### Task requirements
Every record should be written out exactly, with the pictures left out.

### Records to process
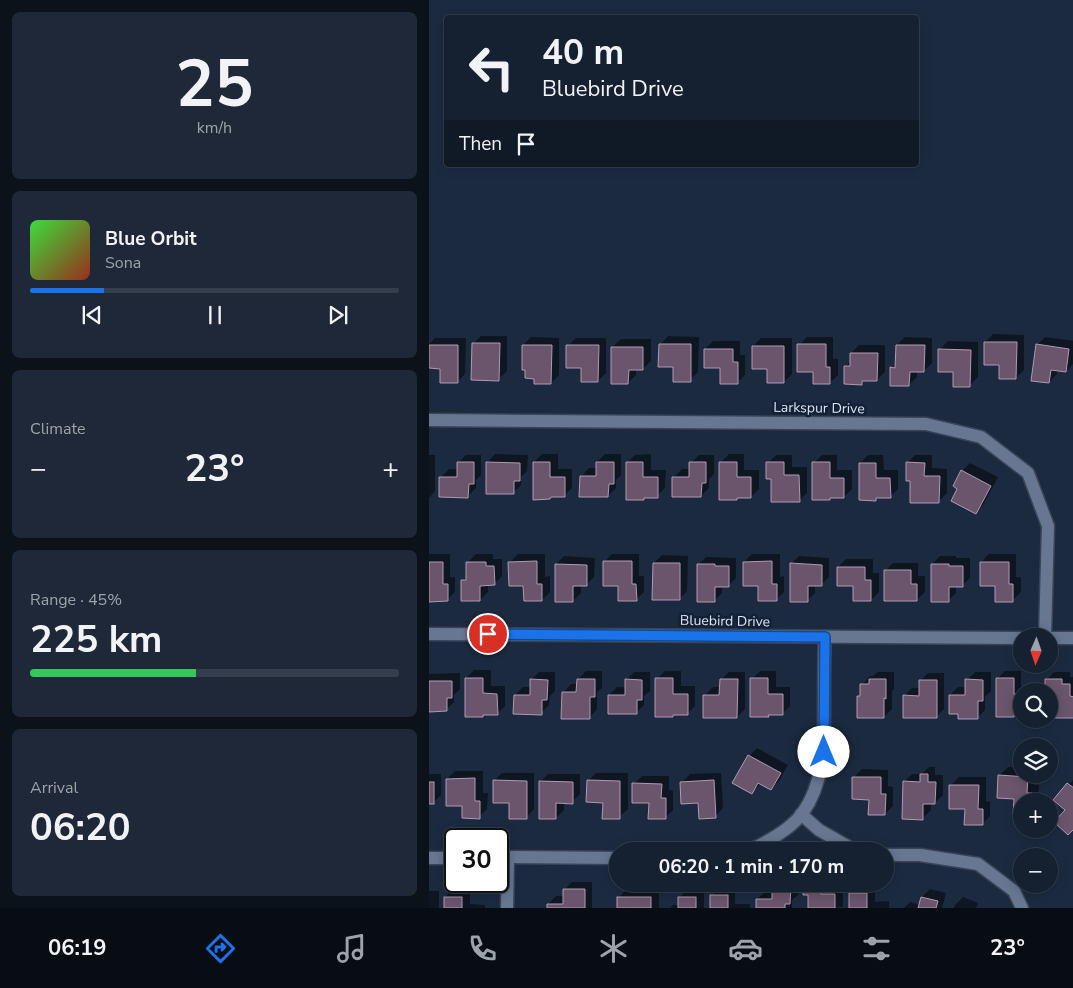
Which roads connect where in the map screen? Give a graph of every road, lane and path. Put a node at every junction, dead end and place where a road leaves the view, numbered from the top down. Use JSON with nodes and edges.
{"nodes":[{"id":1,"x":429,"y":420,"type":"edge"},
{"id":2,"x":1045,"y":628,"type":"edge"},
{"id":3,"x":429,"y":634,"type":"edge"},
{"id":4,"x":825,"y":637,"type":"junction"},
{"id":5,"x":1013,"y":638,"type":"edge"},
{"id":6,"x":1058,"y":638,"type":"edge"},
{"id":7,"x":1073,"y":638,"type":"edge"},
{"id":8,"x":801,"y":814,"type":"junction"},
{"id":9,"x":767,"y":842,"type":"edge"},
{"id":10,"x":840,"y":842,"type":"edge"},
{"id":11,"x":894,"y":855,"type":"edge"},
{"id":12,"x":429,"y":858,"type":"edge"},
{"id":13,"x":444,"y":858,"type":"edge"},
{"id":14,"x":509,"y":858,"type":"edge"},
{"id":15,"x":609,"y":858,"type":"edge"},
{"id":16,"x":506,"y":893,"type":"edge"},
{"id":17,"x":507,"y":908,"type":"edge"},
{"id":18,"x":1021,"y":908,"type":"edge"}],
"edges":[{"from":1,"to":2,"type":"street","name":"Larkspur Drive"},
{"from":3,"to":4,"type":"street","name":"Bluebird Drive"},
{"from":4,"to":5,"type":"street","name":"Bluebird Drive"},
{"from":4,"to":8,"type":"street"},
{"from":6,"to":7,"type":"street"},
{"from":8,"to":9,"type":"street"},
{"from":8,"to":10,"type":"street"},
{"from":11,"to":18,"type":"street"},
{"from":12,"to":13,"type":"street"},
{"from":14,"to":15,"type":"street"},
{"from":16,"to":17,"type":"street"}]}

### The answer
Which roads connect where in the map screen? Give a graph of every road, lane and path. Put a node at every junction, dead end and place where a road leaves the view, numbered from the top down. Use JSON with nodes and edges.
{"nodes":[{"id":1,"x":429,"y":420,"type":"edge"},
{"id":2,"x":1045,"y":628,"type":"edge"},
{"id":3,"x":429,"y":634,"type":"edge"},
{"id":4,"x":825,"y":637,"type":"junction"},
{"id":5,"x":1013,"y":638,"type":"edge"},
{"id":6,"x":1058,"y":638,"type":"edge"},
{"id":7,"x":1073,"y":638,"type":"edge"},
{"id":8,"x":801,"y":814,"type":"junction"},
{"id":9,"x":767,"y":842,"type":"edge"},
{"id":10,"x":840,"y":842,"type":"edge"},
{"id":11,"x":894,"y":855,"type":"edge"},
{"id":12,"x":429,"y":858,"type":"edge"},
{"id":13,"x":444,"y":858,"type":"edge"},
{"id":14,"x":509,"y":858,"type":"edge"},
{"id":15,"x":609,"y":858,"type":"edge"},
{"id":16,"x":506,"y":893,"type":"edge"},
{"id":17,"x":507,"y":908,"type":"edge"},
{"id":18,"x":1021,"y":908,"type":"edge"}],
"edges":[{"from":1,"to":2,"type":"street","name":"Larkspur Drive"},
{"from":3,"to":4,"type":"street","name":"Bluebird Drive"},
{"from":4,"to":5,"type":"street","name":"Bluebird Drive"},
{"from":4,"to":8,"type":"street"},
{"from":6,"to":7,"type":"street"},
{"from":8,"to":9,"type":"street"},
{"from":8,"to":10,"type":"street"},
{"from":11,"to":18,"type":"street"},
{"from":12,"to":13,"type":"street"},
{"from":14,"to":15,"type":"street"},
{"from":16,"to":17,"type":"street"}]}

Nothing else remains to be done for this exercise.